Exercise data ->
────────────────────────────────────────

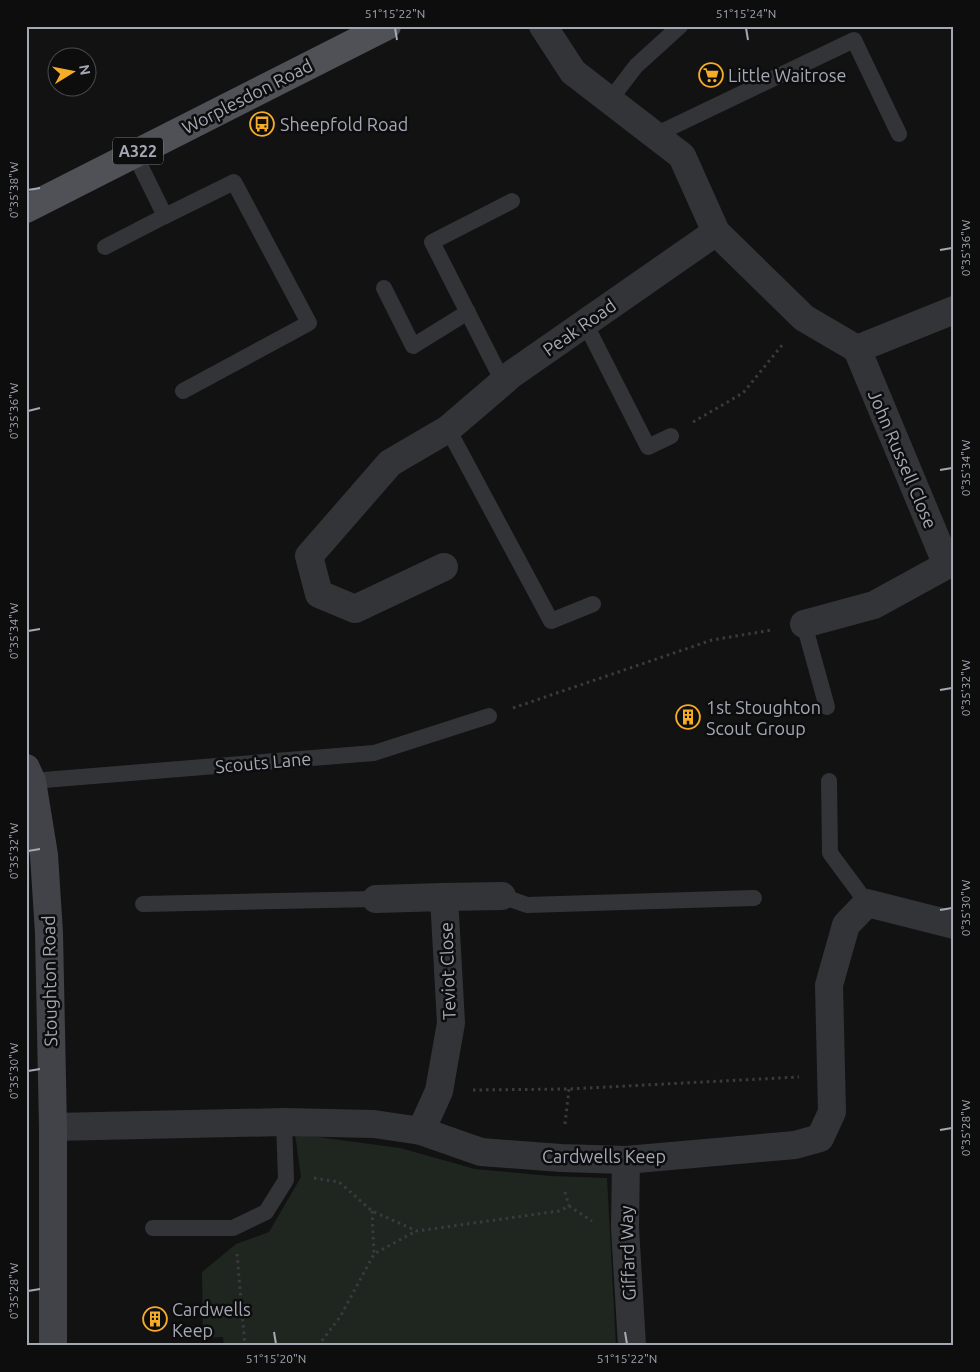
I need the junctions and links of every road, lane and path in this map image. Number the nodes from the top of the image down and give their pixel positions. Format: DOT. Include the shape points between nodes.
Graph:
graph roads {
  1 [pos="388,26"];
  2 [pos="543,26"];
  3 [pos="680,26"];
  4 [pos="353,34"];
  5 [pos="610,100"];
  6 [pos="899,134"];
  7 [pos="655,135"];
  8 [pos="134,153"];
  9 [pos="512,201"];
  10 [pos="26,209"];
  11 [pos="166,216"];
  12 [pos="716,232"];
  13 [pos="105,247"];
  14 [pos="384,288"];
  15 [pos="954,310"];
  16 [pos="468,312"];
  17 [pos="804,318"];
  18 [pos="585,323"];
  19 [pos="857,348"];
  20 [pos="503,382"];
  21 [pos="183,391"];
  22 [pos="448,429"];
  23 [pos="671,436"];
  24 [pos="950,566"];
  25 [pos="444,567"];
  26 [pos="592,604"];
  27 [pos="804,624"];
  28 [pos="826,706"];
  29 [pos="489,716"];
  30 [pos="29,774"];
  31 [pos="829,781"];
  32 [pos="502,896"];
  33 [pos="444,897"];
  34 [pos="754,898"];
  35 [pos="376,899"];
  36 [pos="868,903"];
  37 [pos="143,904"];
  38 [pos="954,925"];
  39 [pos="284,1122"];
  40 [pos="53,1127"];
  41 [pos="422,1131"];
  42 [pos="626,1160"];
  43 [pos="286,1180"];
  44 [pos="372,1211"];
  45 [pos="153,1228"];
  46 [pos="233,1228"];
  47 [pos="625,1228"];
  48 [pos="417,1230"];
  49 [pos="374,1254"];
  50 [pos="54,1346"];
  51 [pos="245,1346"];
  52 [pos="318,1346"];
  53 [pos="632,1346"];
  1 -- 4 [label="main road, Worplesdon Road / A322"];
  2 -- 5 [label="street" via="573,72"];
  3 -- 5 [label="lane" via="636,66"];
  4 -- 8 [label="main road, Worplesdon Road / A322"];
  5 -- 7 [label="street"];
  6 -- 7 [label="lane" via="854,40"];
  7 -- 12 [label="street" via="682,156"];
  8 -- 10 [label="main road, Worplesdon Road / A322"];
  8 -- 11 [label="lane"];
  9 -- 16 [label="lane" via="432,242"];
  11 -- 13 [label="lane"];
  11 -- 21 [label="lane" via="234,182 309,323"];
  12 -- 17 [label="street"];
  12 -- 18 [label="street, Peak Road"];
  14 -- 16 [label="lane" via="413,346"];
  15 -- 19 [label="street"];
  16 -- 20 [label="lane"];
  17 -- 19 [label="street"];
  17 -- 23 [label="path" via="743,393"];
  18 -- 20 [label="street, Peak Road"];
  18 -- 23 [label="lane" via="648,447"];
  19 -- 24 [label="street, John Russell Close"];
  20 -- 22 [label="street, Peak Road"];
  22 -- 25 [label="street, Peak Road" via="390,462 309,556 319,594 355,609"];
  22 -- 26 [label="lane" via="551,621"];
  24 -- 27 [label="street, John Russell Close" via="874,606"];
  27 -- 28 [label="lane"];
  27 -- 29 [label="path" via="712,640"];
  29 -- 30 [label="lane, Scouts Lane" via="374,753"];
  30 -- 40 [label="street, Stoughton Road" via="44,855"];
  31 -- 36 [label="lane" via="830,853"];
  32 -- 33 [label="street, Teviot Close"];
  32 -- 34 [label="lane" via="527,905"];
  33 -- 35 [label="street, Teviot Close"];
  33 -- 41 [label="street, Teviot Close" via="451,1023 439,1091"];
  35 -- 37 [label="lane"];
  36 -- 38 [label="street"];
  36 -- 42 [label="street, Cardwells Keep" via="846,926 830,985 832,1112 820,1138 795,1145"];
  39 -- 40 [label="street, Cardwells Keep"];
  39 -- 41 [label="street, Cardwells Keep" via="374,1124"];
  39 -- 43 [label="lane"];
  40 -- 50 [label="street, Stoughton Road"];
  41 -- 42 [label="street, Cardwells Keep" via="481,1152"];
  42 -- 47 [label="street, Giffard Way"];
  43 -- 44 [label="path" via="301,1177 339,1182"];
  43 -- 46 [label="lane" via="266,1212"];
  44 -- 48 [label="path"];
  44 -- 49 [label="path"];
  45 -- 46 [label="lane"];
  46 -- 51 [label="path"];
  47 -- 48 [label="path" via="598,1225 569,1206 559,1211"];
  47 -- 53 [label="street, Giffard Way"];
  48 -- 49 [label="path"];
  49 -- 52 [label="path" via="340,1316"];
}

────────────────────────────────────────

Task to complete ->
Pick out every line above that contains the word "Stoughton" and copy it.

Answer section ->
  30 -- 40 [label="street, Stoughton Road" via="44,855"];
  40 -- 50 [label="street, Stoughton Road"];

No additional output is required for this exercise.